Deep-diving into the Google pb= embedded map format

Building off the excellent work of Andrew Whitby, I wanted to go further in understanding this unusual format. Specifically because when trying to parse the lat-long of the marker out of it, the least couple of significant digits were always "off", and frustratingly, by a seemingly-random amount.

Let's take a look at a Google "Embed map" URL for a random lat-long. You can obtain one of these by clicking a random point on a Google Map, then clicking the lat-long hyperlink on the popup that appears at the bottom of the page. From there the map sidebar swings out; choose Share -> Embed map - that's your URL.
Well, it's not pretty, but with the help of Andrew Whitby's cheat sheet and the comments from others, it turns out we can actually render it as a nested structure knowing that the format [id]m[n] means a structure (multi-field perhaps?) with n children in total - my IDE helped a lot here with indentation:
"" +
    "!1m18" +
        "!1m12" +
            "!1m3" +
                "!1d3152.8774048836685" +
                "!2d145.01352231578036" +
                "!3d-37.792912740624445" +
            "!2m3" +
                "!1f0" +
                "!2f0" +
                "!3f0" +
            "!3m2" +
                "!1i1024" +
                "!2i768" +
            "!4f13.1" +
        "!3m3" +
            "!1m2" +
                "!1s0x0%3A0x0" +
                "!2zMzfCsDQ3JzM0LjUiUyAxNDXCsDAwJzU2LjYiRQ" +
        "!5e0" +
    "!3m2" +
        "!1sen" +
        "!2sau" +
It all (kinda) makes sense! You can see how a decoder could quite easily be able to count ! characters to decide that a bang-group (or could we call it an m-group?) has finished. I'm going to take a stab and say the e represents an enumerated type too - given that !5e0 is "roadmap" (default) mode and !5e1 forces "satellite" mode.

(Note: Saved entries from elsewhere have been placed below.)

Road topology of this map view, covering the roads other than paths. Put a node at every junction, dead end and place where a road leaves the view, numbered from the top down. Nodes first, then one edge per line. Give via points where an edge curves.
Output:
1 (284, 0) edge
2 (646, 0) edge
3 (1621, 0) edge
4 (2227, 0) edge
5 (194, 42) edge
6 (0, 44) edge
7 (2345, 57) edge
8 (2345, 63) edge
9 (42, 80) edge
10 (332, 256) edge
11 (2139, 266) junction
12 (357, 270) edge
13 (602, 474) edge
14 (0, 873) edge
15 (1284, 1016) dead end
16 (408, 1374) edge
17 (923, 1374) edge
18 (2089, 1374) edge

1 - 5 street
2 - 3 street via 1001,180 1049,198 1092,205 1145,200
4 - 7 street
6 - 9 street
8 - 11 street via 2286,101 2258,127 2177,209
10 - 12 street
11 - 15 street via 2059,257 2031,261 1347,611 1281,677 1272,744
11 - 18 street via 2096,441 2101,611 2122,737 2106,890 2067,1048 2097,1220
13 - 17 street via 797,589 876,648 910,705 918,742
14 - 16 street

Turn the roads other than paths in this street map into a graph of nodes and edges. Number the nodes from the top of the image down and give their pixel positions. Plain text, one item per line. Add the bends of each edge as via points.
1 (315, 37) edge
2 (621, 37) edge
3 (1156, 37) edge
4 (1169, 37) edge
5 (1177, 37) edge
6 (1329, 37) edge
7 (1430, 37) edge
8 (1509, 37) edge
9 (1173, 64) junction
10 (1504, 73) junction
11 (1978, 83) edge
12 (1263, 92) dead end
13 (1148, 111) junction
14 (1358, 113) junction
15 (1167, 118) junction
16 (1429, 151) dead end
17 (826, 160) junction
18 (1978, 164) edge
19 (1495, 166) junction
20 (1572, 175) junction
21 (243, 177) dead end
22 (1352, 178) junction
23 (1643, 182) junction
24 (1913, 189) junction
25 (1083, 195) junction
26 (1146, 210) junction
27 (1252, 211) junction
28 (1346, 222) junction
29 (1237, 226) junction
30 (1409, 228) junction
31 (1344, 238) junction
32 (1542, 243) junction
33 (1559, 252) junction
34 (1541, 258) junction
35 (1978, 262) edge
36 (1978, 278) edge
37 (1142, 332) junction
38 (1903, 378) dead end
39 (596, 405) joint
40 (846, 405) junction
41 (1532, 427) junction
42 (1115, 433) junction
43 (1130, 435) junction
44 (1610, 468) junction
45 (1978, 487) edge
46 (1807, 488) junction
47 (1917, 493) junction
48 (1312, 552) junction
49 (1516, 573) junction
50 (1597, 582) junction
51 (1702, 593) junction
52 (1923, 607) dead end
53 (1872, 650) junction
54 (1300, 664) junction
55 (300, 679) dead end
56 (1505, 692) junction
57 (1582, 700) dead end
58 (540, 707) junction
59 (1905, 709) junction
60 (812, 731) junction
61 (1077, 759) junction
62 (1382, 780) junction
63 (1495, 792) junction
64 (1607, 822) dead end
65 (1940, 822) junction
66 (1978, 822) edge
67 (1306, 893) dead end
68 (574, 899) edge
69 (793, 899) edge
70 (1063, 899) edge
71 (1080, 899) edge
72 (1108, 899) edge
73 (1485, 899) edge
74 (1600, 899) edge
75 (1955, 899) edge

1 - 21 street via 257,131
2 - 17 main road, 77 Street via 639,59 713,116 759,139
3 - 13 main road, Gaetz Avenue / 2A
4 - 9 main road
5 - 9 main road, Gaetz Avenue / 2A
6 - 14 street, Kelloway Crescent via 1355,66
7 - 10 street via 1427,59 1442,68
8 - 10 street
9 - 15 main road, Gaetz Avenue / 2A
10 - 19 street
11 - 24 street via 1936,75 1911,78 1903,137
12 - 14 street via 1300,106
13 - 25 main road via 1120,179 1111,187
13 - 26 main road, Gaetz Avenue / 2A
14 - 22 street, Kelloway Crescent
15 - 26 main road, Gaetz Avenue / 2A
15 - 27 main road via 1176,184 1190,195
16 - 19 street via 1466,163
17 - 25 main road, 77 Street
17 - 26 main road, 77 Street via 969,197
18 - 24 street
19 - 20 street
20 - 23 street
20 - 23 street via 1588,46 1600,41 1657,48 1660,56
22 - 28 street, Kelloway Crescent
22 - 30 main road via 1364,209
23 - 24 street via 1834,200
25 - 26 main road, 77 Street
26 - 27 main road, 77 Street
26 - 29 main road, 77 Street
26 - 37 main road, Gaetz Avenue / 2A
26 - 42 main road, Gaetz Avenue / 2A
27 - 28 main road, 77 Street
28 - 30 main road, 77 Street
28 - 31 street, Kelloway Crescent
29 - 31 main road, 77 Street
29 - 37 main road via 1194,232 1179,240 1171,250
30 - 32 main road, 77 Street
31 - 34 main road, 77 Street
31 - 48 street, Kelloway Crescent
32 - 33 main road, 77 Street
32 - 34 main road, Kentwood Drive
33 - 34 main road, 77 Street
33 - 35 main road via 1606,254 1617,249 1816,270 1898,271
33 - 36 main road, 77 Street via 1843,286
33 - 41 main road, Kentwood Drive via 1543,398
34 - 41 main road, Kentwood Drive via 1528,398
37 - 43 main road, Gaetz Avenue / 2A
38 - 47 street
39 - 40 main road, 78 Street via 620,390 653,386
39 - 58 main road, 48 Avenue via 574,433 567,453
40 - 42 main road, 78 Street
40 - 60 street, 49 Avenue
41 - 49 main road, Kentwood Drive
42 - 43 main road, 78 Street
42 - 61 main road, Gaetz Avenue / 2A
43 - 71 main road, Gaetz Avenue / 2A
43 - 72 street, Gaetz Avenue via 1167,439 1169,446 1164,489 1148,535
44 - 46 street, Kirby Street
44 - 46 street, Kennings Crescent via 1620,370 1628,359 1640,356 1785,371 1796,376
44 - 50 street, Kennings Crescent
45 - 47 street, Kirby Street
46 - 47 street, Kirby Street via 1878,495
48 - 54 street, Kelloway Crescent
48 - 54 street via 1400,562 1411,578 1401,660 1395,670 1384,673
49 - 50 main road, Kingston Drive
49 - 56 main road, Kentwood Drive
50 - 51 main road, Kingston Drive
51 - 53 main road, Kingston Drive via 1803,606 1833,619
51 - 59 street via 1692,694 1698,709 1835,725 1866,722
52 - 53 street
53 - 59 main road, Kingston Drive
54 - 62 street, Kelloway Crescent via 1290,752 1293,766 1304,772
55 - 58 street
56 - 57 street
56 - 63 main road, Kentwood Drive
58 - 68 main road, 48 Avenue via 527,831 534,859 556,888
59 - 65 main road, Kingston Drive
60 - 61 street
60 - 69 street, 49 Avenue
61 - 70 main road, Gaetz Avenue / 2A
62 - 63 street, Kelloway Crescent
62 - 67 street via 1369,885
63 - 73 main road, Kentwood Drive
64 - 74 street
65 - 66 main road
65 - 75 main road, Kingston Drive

So this is all very well but it doesn't explain why URLs that I generate using the standard method don't actually put the lat-long I selected into the URL - yet they render perfectly! What do I mean? Well, the lat-long that I clicked on (i.e. the marker) for this example is actually:
               -37.792916,  145.015722
And yet in the URL it appears (kinda) as:
               -37.792912,  145.013522
Which is enough to be slightly, visibly, annoyingly, wrong if you're trying to use it as-is by parsing the URL. What I thought I needed to understand now was this section of the URL:

                "!1d3152.8774048836685" +
                "!2d145.01352231578036" +
                "!3d-37.792912740624445" +

Being the "scale" and centre points of the map. Then I realised - it's quite subtle, but for (one presumes) aesthetic appeal, Google doesn't put the map marker in the dead-centre of the map. So these co-ordinates are just the map centre. The marker itself is defined elsewhere. And there's only one place left. The mysterious z field:
Sure enough, substituting the z-field from Mr. Whitby's example completely relocates the map to put the marker in the middle of Iowa. So now; how to decode this? Well, on a hunch I tried base64decode-ing it, and bingo:
% echo MzfCsDQ3JzM0LjUiUyAxNDXCsDAwJzU2LjYiRQ | base64 --decode
37°47'34.5"S 145°00'56.6"E
So there we have it. I can finally parse out the lat-long of the marker when given an embed URL. Hope it helps someone else out there...


  1. Something is broken - marker no longer appears without "!1s0x0%3A0x0" this part - this has something with hexadecimal notation.

  2. Hi,
    Your blog was most helpful. Don't know if you still review comments, but if you could explain the "scale" part of the map zoom/centre matrix, that would be very helpful. I am trying to convert a Google "zoom" level to the scale that is generated, but the scaling factor algorithm I am reading about doesn't seem to match at all.